しばらくすると孫堅達が向かう方向とは逆の西門の方角が騒がしくなった。孫策が西門を攻めているのだろう。時間が立たずして炎の燃えさかる灯りが孫堅のいる所からも視認できていた。その様子を孫堅が確認すると彼女は口角を上げ笑みを浮かべた。
「向こうは派手にやっているようだね」
孫堅と兵士達は足の進みを速めると東門に向かっていく。ほどなく彼女達は西門に辿り着くと城壁に足早に駆け寄り鉤縄を城壁の上に向け投げた。孫堅は器用に鉤縄を城壁上に掛け手ごたえを確認するように何度か引っ張ると上りだした。
「蔡徳珪、昼間は散々虚仮にしてくれたじゃないか。必ず私の手でくびり殺してやるよ」
孫堅は悪人顔で瞳を爛々とさせ、蔡瑁への恨み言を愚痴りながら素早く上っていく。彼女が城壁の上に辿り着くと慎重に顔を出し周囲を探りだした。東門側の城壁の上はかがり火の灯りのみが見えるだけで静かだった。孫策が東門を激しく攻めているせいで夜警の守備兵は全てそちらに向けっているのだろう。

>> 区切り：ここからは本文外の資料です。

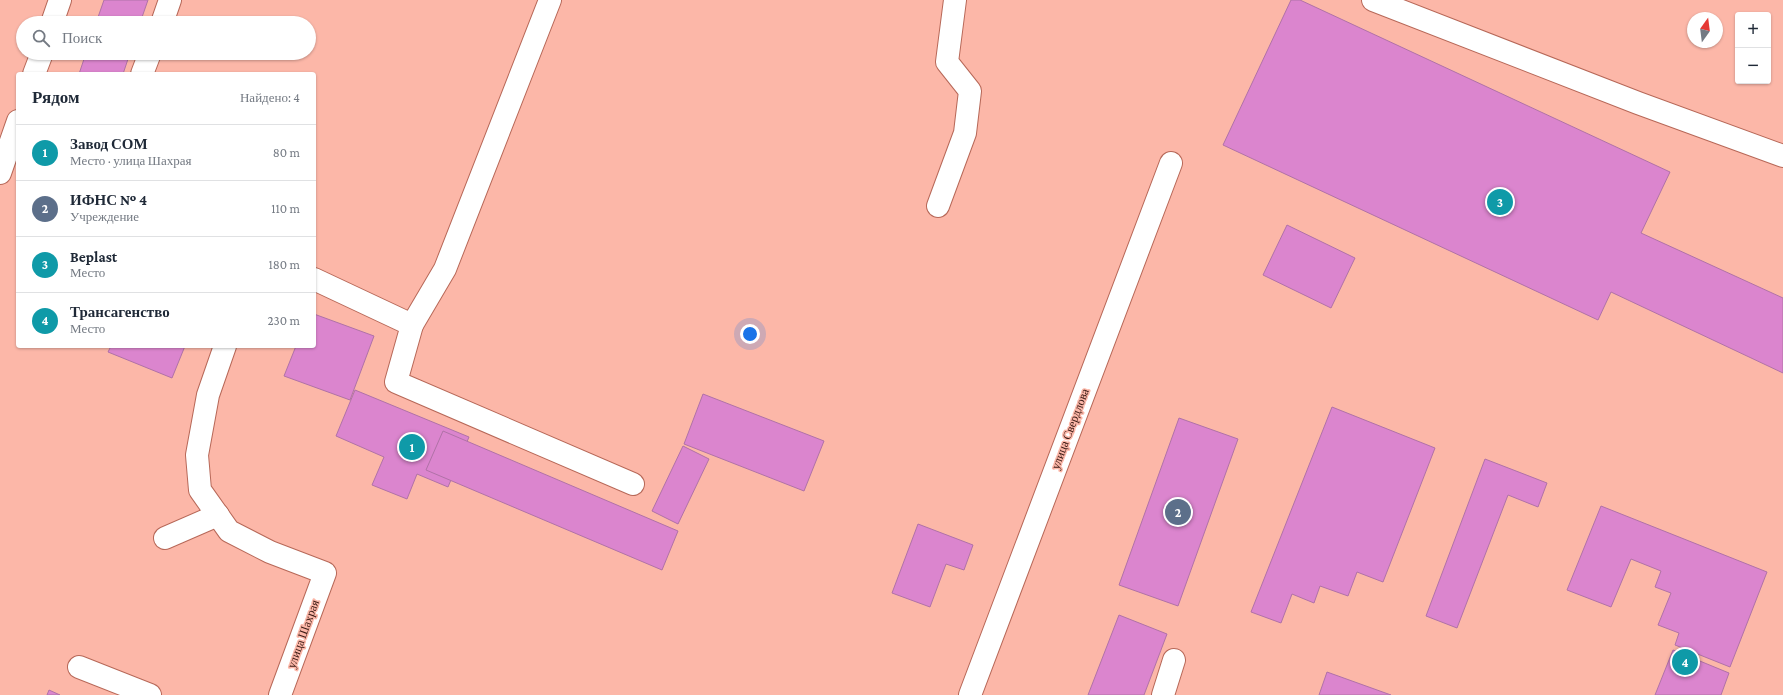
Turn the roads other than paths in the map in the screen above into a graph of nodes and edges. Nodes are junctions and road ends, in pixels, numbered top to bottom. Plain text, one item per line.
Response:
1 (60, 0) edge
2 (170, 0) edge
3 (550, 0) edge
4 (955, 0) edge
5 (1373, 0) edge
6 (54, 16) edge
7 (164, 16) edge
8 (39, 60) edge
9 (147, 60) edge
10 (35, 72) edge
11 (143, 72) edge
12 (16, 127) edge
13 (1783, 156) edge
14 (1171, 163) dead end
15 (0, 173) edge
16 (938, 206) dead end
17 (316, 280) edge
18 (412, 325) junction
19 (224, 348) edge
20 (633, 484) dead end
21 (218, 516) junction
22 (165, 538) dead end
23 (1174, 660) dead end
24 (79, 667) dead end
25 (150, 695) edge
26 (280, 695) edge
27 (970, 695) edge
28 (1163, 695) edge

1 - 6 street
2 - 7 street
3 - 18 street
4 - 16 street
5 - 13 street
8 - 10 street
9 - 11 street
12 - 15 street
14 - 27 street, улица Свердлова
17 - 18 street
18 - 20 street
19 - 21 street
21 - 22 street
21 - 26 street, улица Шахрая
23 - 28 street
24 - 25 street

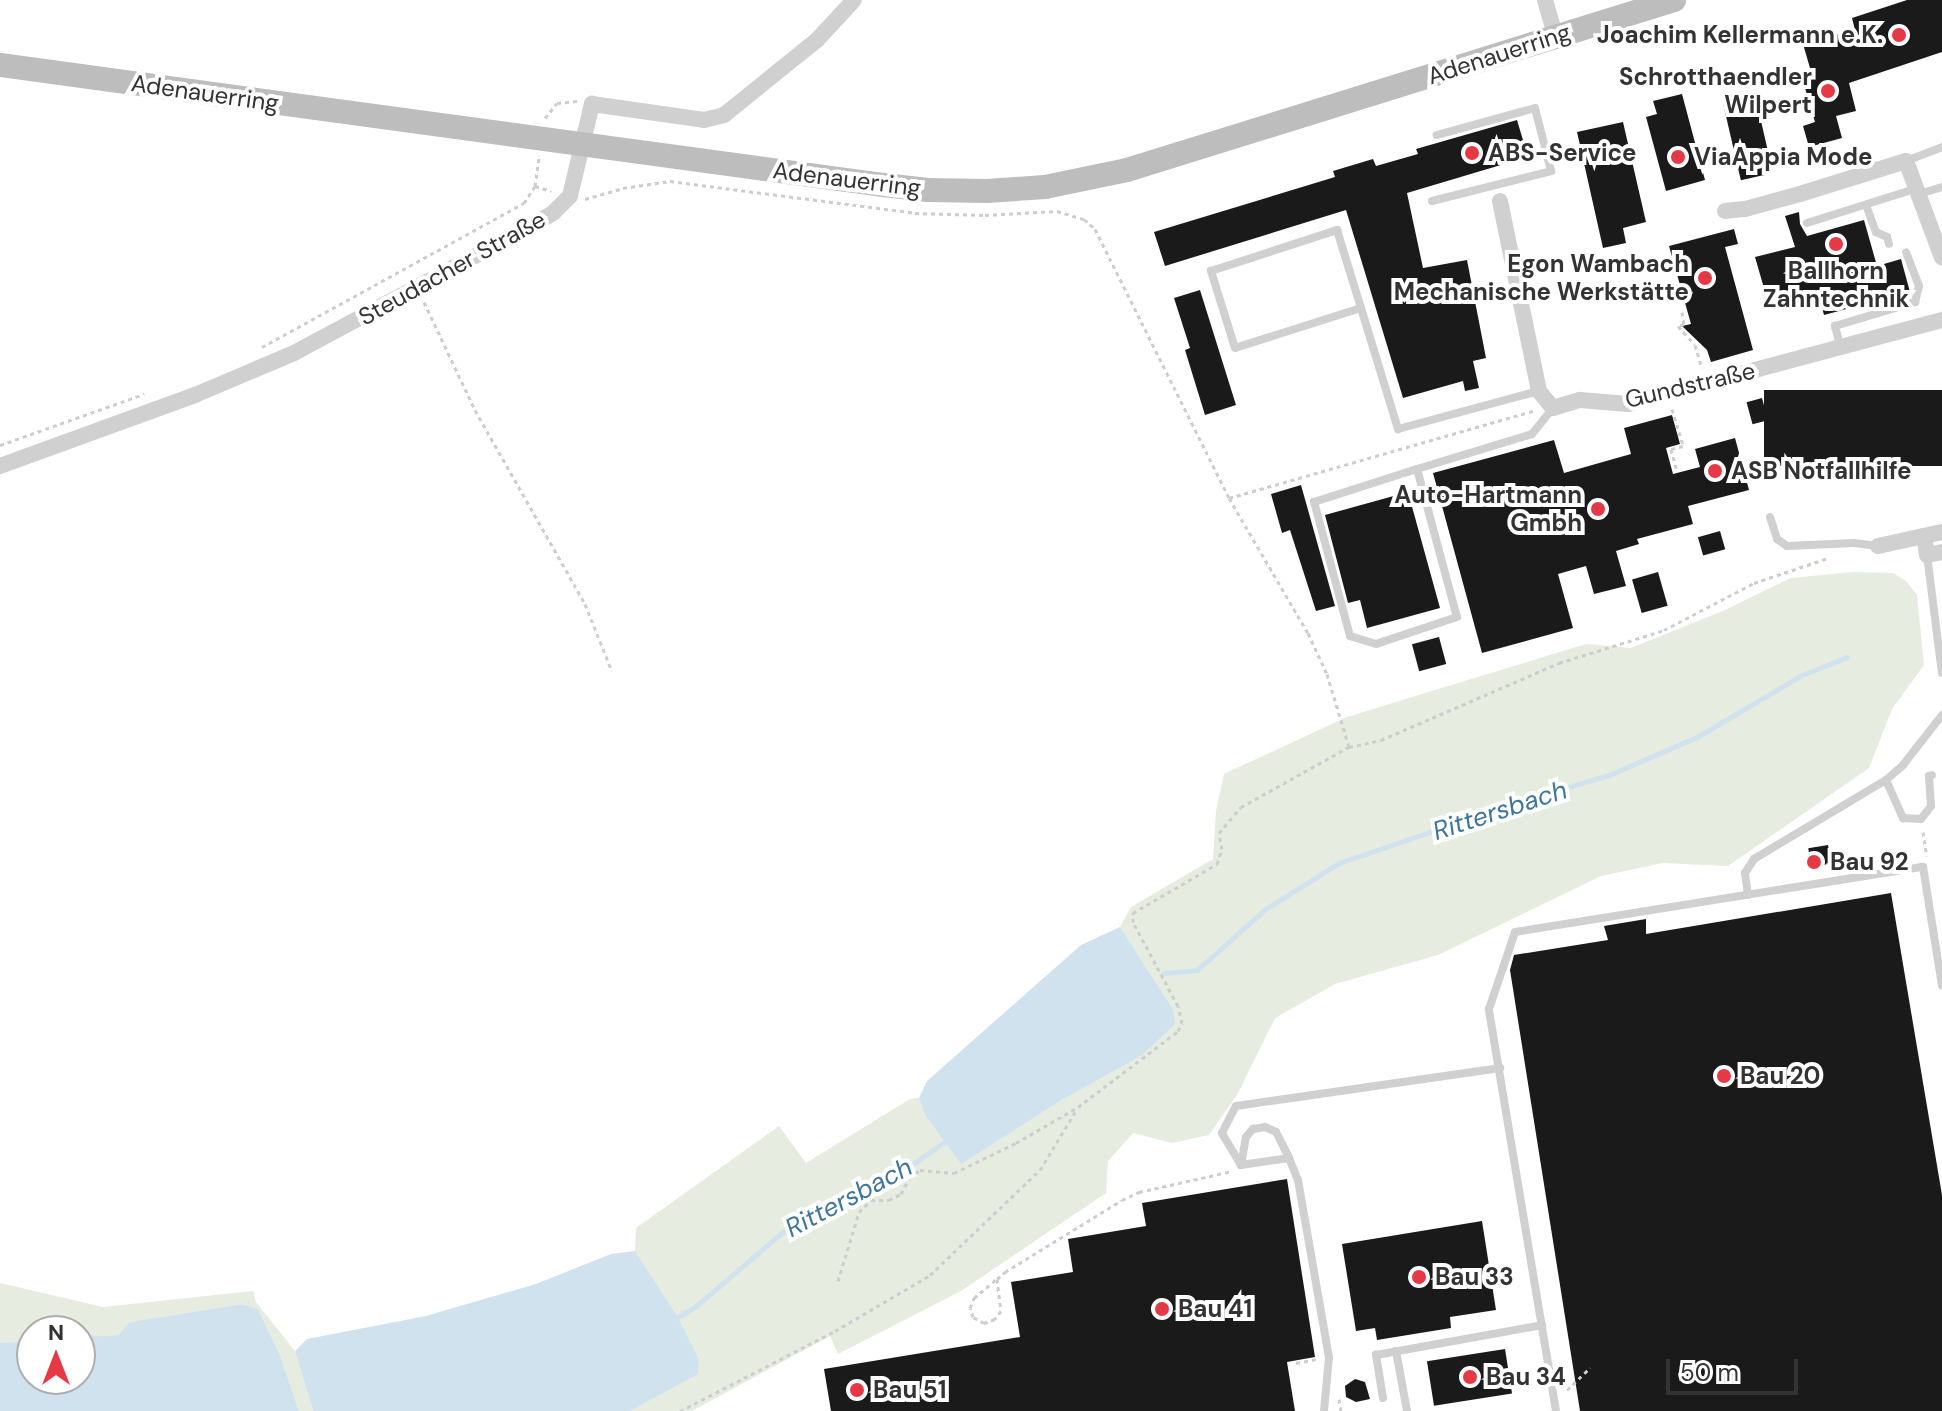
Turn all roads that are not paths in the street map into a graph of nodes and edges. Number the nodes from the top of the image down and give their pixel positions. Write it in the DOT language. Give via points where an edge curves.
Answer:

孫堅は勢いよく城壁の上に身を乗り出し通路に着地した。
「誰もいないか」
孫堅は猛禽を彷彿する瞳で周囲を見回し舌なめずりする。彼女が通路の様子を確認していると、彼女に続き孫堅軍の兵士達もぞろぞろと城壁を越えてきた。
「文台様」
孫堅に駆け寄ってくる者がいた。
「思春か」
孫堅は声の主が誰か察したのか振り向く。そこには甘寧が立っていた。
「車騎将軍へは話を通せたかい?」
孫堅は甘寧に余計な会話は交えず本題に入った。